ニッケイ新聞 2011年1月15日付け
【既報関連】リオ州セラーナ地方を襲った強い雨は500人を超える死者を出し、浸水や家屋倒壊で避難を強いられた人々も1万5千人近いという、土砂災害としてはブラジル史上最悪の結果をもたらした。同種災害としては世界でも十指に入る被災地には13、14日も雨が降り、2次災害の懸念も広がる中、必死の救助作業が続けられている。
13日16時過ぎのサイト記事では394人だったセラーナ地方での死者は、14日16時過ぎに、ノヴァ・フリブルゴ246人、テレゾポリス228人、ペトロポリス39人、スミドウロ19人、サンジョゼ・ド・ヴァーレ・ド・リオ・プレット2人の計534人と更に増え続けている。

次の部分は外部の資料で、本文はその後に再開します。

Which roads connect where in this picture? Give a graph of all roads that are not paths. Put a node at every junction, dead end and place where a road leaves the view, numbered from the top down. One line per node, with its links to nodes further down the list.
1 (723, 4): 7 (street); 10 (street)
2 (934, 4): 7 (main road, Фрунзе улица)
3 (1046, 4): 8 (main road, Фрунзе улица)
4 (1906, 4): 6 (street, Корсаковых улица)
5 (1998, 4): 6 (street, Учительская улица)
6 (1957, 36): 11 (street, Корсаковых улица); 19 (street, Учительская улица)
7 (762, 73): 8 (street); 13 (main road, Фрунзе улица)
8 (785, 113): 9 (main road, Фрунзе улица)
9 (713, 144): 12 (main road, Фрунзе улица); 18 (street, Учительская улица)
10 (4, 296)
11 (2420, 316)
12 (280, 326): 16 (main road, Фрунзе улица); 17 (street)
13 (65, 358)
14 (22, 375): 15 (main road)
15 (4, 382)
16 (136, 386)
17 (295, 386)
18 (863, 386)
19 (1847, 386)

市警報告の死者はペトロポリス41人、サンジョゼ・ド・ヴァーレ・ド・リオ・プレット4人と多少食い違いがあるが、雨は14日も続き、2次災害による死者増加も懸念されている。
14日付エスタード紙によると、同地方での死者は、1974年の脳膜炎(死者1500人)と1967年1月の洪水(同785人)に次ぐブラジル史上最大規模。
また、土砂災害としては、1971年3月のペルーでの死者600人に次ぐ、世界10位の不名誉な記録。自然災害の世界的権威で国連研究機関理事のデバラチ・グアサピル氏は、雨による被害が頻発しているブラジルで、今回のような大災害が起きたのは〃政治的怠慢〃だと手厳しい。経済力や技術力もあるブラジルが防災対策で遅れをとり荒ぶる自然に泣かされるのは、政治家にその気がなく、行政の手が届かないからで、必要な対策をとらないと自然災害は激化するのみだという。

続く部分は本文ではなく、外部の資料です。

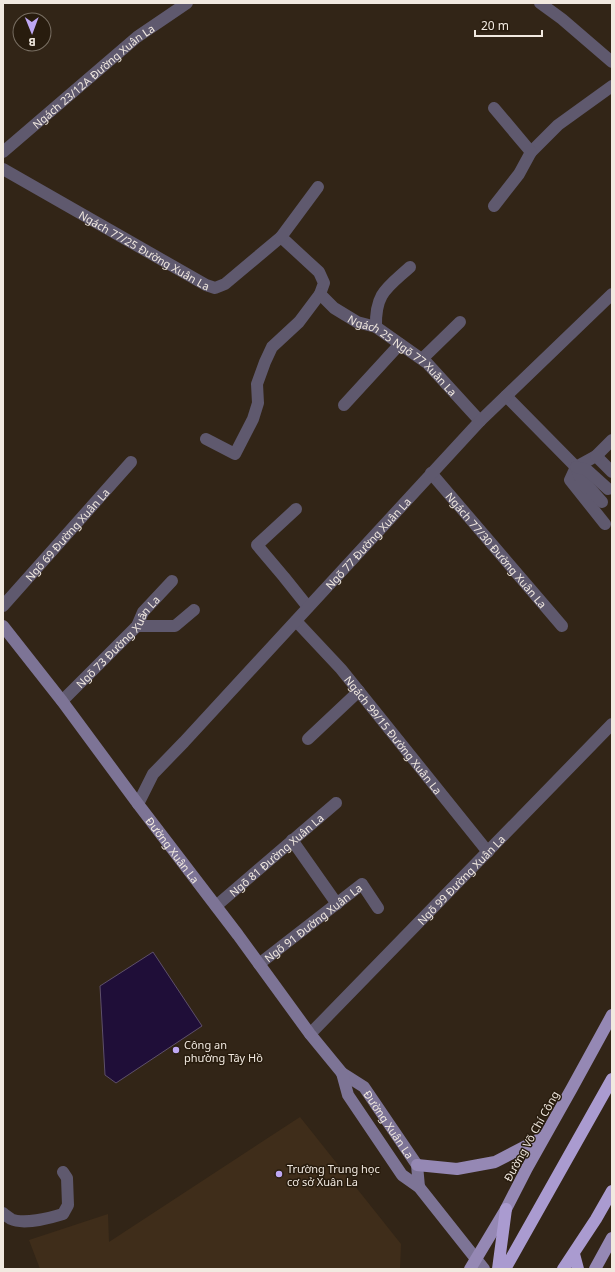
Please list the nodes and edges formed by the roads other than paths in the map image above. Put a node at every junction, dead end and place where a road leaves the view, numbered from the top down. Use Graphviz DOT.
graph roads {
  1 [pos="187,3"];
  2 [pos="540,3"];
  3 [pos="612,62"];
  4 [pos="612,86"];
  5 [pos="494,108"];
  6 [pos="3,152"];
  7 [pos="531,152"];
  8 [pos="3,169"];
  9 [pos="318,187"];
  10 [pos="494,206"];
  11 [pos="281,236"];
  12 [pos="410,267"];
  13 [pos="320,294"];
  14 [pos="612,294"];
  15 [pos="460,322"];
  16 [pos="376,327"];
  17 [pos="400,344"];
  18 [pos="422,359"];
  19 [pos="506,396"];
  20 [pos="344,405"];
  21 [pos="480,421"];
  22 [pos="206,439"];
  23 [pos="612,440"];
  24 [pos="596,456"];
  25 [pos="131,462"];
  26 [pos="576,467"];
  27 [pos="612,472"];
  28 [pos="431,473"];
  29 [pos="608,489"];
  30 [pos="602,502"];
  31 [pos="296,509"];
  32 [pos="605,524"];
  33 [pos="172,582"];
  34 [pos="3,606"];
  35 [pos="308,607"];
  36 [pos="194,610"];
  37 [pos="296,621"];
  38 [pos="3,626"];
  39 [pos="137,626"];
  40 [pos="562,626"];
  41 [pos="359,691"];
  42 [pos="62,701"];
  43 [pos="612,724"];
  44 [pos="308,739"];
  45 [pos="336,803"];
  46 [pos="138,804"];
  47 [pos="292,840"];
  48 [pos="488,852"];
  49 [pos="337,904"];
  50 [pos="216,906"];
  51 [pos="378,908"];
  52 [pos="260,964"];
  53 [pos="612,1015"];
  54 [pos="310,1034"];
  55 [pos="342,1073"];
  56 [pos="612,1079"];
  57 [pos="545,1136"];
  58 [pos="417,1165"];
  59 [pos="63,1172"];
  60 [pos="419,1187"];
  61 [pos="612,1191"];
  62 [pos="506,1209"];
  63 [pos="3,1213"];
  64 [pos="612,1238"];
  65 [pos="574,1254"];
  66 [pos="477,1266"];
  67 [pos="498,1269"];
  68 [pos="505,1269"];
  69 [pos="563,1269"];
  70 [pos="578,1269"];
  71 [pos="595,1269"];
  1 -- 6 [label="street, Ngách 23/12A Đường Xuân La"];
  2 -- 3 [label="street"];
  4 -- 7 [label="street"];
  5 -- 7 [label="street"];
  7 -- 10 [label="street"];
  8 -- 11 [label="street, Ngách 77/25 Đường Xuân La"];
  9 -- 11 [label="street, Ngách 77/25 Đường Xuân La"];
  11 -- 13 [label="street"];
  12 -- 16 [label="street"];
  13 -- 16 [label="street, Ngách 25 Ngõ 77 Xuân La"];
  13 -- 22 [label="street"];
  14 -- 19 [label="street, Ngõ 77 Đường Xuân La"];
  15 -- 18 [label="street"];
  16 -- 17 [label="street, Ngách 25 Ngõ 77 Xuân La"];
  17 -- 18 [label="street, Ngách 25 Ngõ 77 Xuân La"];
  17 -- 20 [label="street"];
  18 -- 21 [label="street, Ngách 25 Ngõ 77 Xuân La"];
  19 -- 21 [label="street, Ngõ 77 Đường Xuân La"];
  19 -- 26 [label="street"];
  21 -- 28 [label="street, Ngõ 77 Đường Xuân La"];
  23 -- 24 [label="street"];
  24 -- 26 [label="street"];
  24 -- 27 [label="street"];
  25 -- 34 [label="street, Ngõ 69 Đường Xuân La"];
  26 -- 29 [label="street"];
  26 -- 30 [label="street"];
  26 -- 32 [label="street"];
  28 -- 35 [label="street, Ngõ 77 Đường Xuân La"];
  28 -- 40 [label="street, Ngách 77/30 Đường Xuân La"];
  31 -- 35 [label="street"];
  33 -- 39 [label="street, Ngõ 73 Đường Xuân La"];
  35 -- 37 [label="street, Ngõ 77 Đường Xuân La"];
  36 -- 39 [label="street"];
  37 -- 41 [label="street, Ngách 99/15 Đường Xuân La"];
  37 -- 46 [label="street, Ngõ 77 Đường Xuân La"];
  38 -- 42 [label="street, Đường Xuân La"];
  39 -- 42 [label="street, Ngõ 73 Đường Xuân La"];
  41 -- 44 [label="street"];
  41 -- 48 [label="street, Ngách 99/15 Đường Xuân La"];
  42 -- 46 [label="street, Đường Xuân La"];
  43 -- 48 [label="street, Ngõ 99 Đường Xuân La"];
  45 -- 47 [label="street, Ngõ 81 Đường Xuân La"];
  46 -- 50 [label="street, Đường Xuân La"];
  47 -- 49 [label="street"];
  47 -- 50 [label="street, Ngõ 81 Đường Xuân La"];
  48 -- 54 [label="street, Ngõ 99 Đường Xuân La"];
  49 -- 51 [label="street, Ngõ 91 Đường Xuân La"];
  49 -- 52 [label="street, Ngõ 91 Đường Xuân La"];
  50 -- 52 [label="street, Đường Xuân La"];
  52 -- 54 [label="street, Đường Xuân La"];
  53 -- 57 [label="main road, Đường Võ Chí Công"];
  54 -- 55 [label="street, Đường Xuân La"];
  55 -- 58 [label="street, Đường Xuân La"];
  55 -- 60 [label="street, Đường Xuân La"];
  56 -- 68 [label="highway"];
  57 -- 58 [label="main road"];
  57 -- 62 [label="main road, Đường Võ Chí Công"];
  58 -- 60 [label="street, Đường Xuân La"];
  59 -- 63 [label="street"];
  60 -- 66 [label="street, Đường Xuân La"];
  61 -- 65 [label="highway"];
  62 -- 66 [label="main road, Đường Võ Chí Công"];
  62 -- 67 [label="highway"];
  64 -- 71 [label="main road"];
  65 -- 69 [label="highway"];
  65 -- 70 [label="highway"];
}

その意味で、ジウマ大統領が13日、リオ州知事や被災地市長、閣僚らと被災2日目の現地を視察し、国と自治体が共に被災地救援と防災に取り組む姿勢を見せた事は評価に値する。
被害の集中した3市は過去40年に人口が4倍に増え、山肌や川沿いなどの危険地域に相当数の家屋があった事が被害を大きくしたとの批判は大統領と知事双方から出たが、そんな所にしか家を建てられないとか見つけられない現状を改善するには行政の手が必要。

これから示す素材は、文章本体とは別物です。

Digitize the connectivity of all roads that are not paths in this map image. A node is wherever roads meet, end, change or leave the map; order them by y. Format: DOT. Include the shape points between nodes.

大統領は、上下水道整備や住宅政策向けの経済活性化計画(PAC)予算の活用も念頭に置きつつ、軍派遣などを約束。250人の兵士は14日に現地入りし救助活動に加わったが、自治体からの要請次第では町再建にも参加する事になる。
被災地の市営墓地ではショベルカーで埋葬用の穴を掘るなどの窮状が伝えられる中、輸血用の血液が必要と聞いた人々がセンターに押しかけるなど、様々な形の救援活動も拡大している。